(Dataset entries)
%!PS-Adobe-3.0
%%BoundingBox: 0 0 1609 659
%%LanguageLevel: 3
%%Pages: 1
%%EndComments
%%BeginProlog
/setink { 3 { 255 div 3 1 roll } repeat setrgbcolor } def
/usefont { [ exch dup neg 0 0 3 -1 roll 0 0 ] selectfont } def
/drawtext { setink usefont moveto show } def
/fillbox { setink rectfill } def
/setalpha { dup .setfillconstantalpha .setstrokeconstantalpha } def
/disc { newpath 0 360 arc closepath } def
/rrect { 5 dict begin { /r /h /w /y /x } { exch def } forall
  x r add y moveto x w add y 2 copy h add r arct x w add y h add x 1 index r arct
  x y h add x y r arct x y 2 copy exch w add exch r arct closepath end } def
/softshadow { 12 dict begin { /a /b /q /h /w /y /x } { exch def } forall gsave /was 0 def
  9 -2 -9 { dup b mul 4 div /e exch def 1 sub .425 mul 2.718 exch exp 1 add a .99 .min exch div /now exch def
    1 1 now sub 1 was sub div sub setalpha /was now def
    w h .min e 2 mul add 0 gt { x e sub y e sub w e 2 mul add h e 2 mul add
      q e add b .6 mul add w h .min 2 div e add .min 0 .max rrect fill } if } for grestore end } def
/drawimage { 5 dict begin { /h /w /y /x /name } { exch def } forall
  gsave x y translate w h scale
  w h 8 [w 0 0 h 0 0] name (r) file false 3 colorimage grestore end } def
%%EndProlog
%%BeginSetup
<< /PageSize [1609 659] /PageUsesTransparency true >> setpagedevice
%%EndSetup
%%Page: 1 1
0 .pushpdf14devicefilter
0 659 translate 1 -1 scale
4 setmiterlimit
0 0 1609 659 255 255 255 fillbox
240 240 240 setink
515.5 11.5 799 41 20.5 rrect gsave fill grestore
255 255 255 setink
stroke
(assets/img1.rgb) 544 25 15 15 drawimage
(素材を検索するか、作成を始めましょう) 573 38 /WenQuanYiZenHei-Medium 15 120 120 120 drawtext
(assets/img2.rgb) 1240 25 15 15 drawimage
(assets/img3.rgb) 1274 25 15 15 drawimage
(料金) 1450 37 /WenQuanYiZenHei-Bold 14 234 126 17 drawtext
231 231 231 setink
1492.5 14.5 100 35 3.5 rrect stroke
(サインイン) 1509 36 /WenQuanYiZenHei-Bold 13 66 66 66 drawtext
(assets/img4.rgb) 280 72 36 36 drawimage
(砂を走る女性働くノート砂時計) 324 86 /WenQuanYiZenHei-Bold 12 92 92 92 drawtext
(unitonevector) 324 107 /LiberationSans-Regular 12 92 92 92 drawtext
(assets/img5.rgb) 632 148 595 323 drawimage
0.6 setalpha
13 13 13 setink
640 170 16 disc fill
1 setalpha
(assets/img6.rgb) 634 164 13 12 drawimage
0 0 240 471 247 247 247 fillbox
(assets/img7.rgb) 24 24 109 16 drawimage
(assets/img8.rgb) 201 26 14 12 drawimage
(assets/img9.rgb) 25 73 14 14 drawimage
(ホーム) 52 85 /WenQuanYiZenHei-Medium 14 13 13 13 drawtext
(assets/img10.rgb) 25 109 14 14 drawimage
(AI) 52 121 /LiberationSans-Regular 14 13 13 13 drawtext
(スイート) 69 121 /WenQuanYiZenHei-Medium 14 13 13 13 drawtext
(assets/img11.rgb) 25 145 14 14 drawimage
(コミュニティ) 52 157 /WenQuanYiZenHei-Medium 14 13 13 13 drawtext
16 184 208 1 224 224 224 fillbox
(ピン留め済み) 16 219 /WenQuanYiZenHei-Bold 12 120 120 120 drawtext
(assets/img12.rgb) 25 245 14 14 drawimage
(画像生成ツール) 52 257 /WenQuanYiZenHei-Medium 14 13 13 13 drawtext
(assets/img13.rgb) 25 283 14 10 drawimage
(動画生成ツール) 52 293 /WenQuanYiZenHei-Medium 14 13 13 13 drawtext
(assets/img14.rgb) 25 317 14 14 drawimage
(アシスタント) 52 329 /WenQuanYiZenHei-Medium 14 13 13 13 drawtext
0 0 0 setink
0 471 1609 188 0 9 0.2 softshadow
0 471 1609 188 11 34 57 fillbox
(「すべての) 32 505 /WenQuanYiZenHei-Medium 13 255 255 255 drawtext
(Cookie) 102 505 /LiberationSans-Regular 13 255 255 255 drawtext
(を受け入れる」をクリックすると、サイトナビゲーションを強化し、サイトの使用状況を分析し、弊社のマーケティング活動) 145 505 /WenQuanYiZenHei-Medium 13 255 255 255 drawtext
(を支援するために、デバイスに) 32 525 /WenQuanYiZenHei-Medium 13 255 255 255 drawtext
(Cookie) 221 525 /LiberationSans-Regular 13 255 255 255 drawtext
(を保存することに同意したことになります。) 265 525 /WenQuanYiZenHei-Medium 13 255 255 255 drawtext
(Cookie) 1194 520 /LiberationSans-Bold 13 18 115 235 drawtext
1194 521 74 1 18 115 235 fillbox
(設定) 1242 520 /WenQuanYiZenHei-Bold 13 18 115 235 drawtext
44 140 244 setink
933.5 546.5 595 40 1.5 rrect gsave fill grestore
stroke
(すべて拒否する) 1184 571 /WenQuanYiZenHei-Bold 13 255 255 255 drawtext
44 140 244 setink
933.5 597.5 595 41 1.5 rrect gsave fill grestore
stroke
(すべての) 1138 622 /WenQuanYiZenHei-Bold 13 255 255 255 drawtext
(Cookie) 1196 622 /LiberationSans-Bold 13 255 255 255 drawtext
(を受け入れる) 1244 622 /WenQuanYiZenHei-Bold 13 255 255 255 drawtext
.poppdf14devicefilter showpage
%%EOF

* _Instructions for the task_
Set down precisely the lines above between the line holding "1 1 now sub" and the line holding "0 659 translate 1 -1 scale", inclusive, and nothing beyond them.

* _Output_
    1 1 now sub 1 was sub div sub setalpha /was now def
    w h .min e 2 mul add 0 gt { x e sub y e sub w e 2 mul add h e 2 mul add
      q e add b .6 mul add w h .min 2 div e add .min 0 .max rrect fill } if } for grestore end } def
/drawimage { 5 dict begin { /h /w /y /x /name } { exch def } forall
  gsave x y translate w h scale
  w h 8 [w 0 0 h 0 0] name (r) file false 3 colorimage grestore end } def
%%EndProlog
%%BeginSetup
<< /PageSize [1609 659] /PageUsesTransparency true >> setpagedevice
%%EndSetup
%%Page: 1 1
0 .pushpdf14devicefilter
0 659 translate 1 -1 scale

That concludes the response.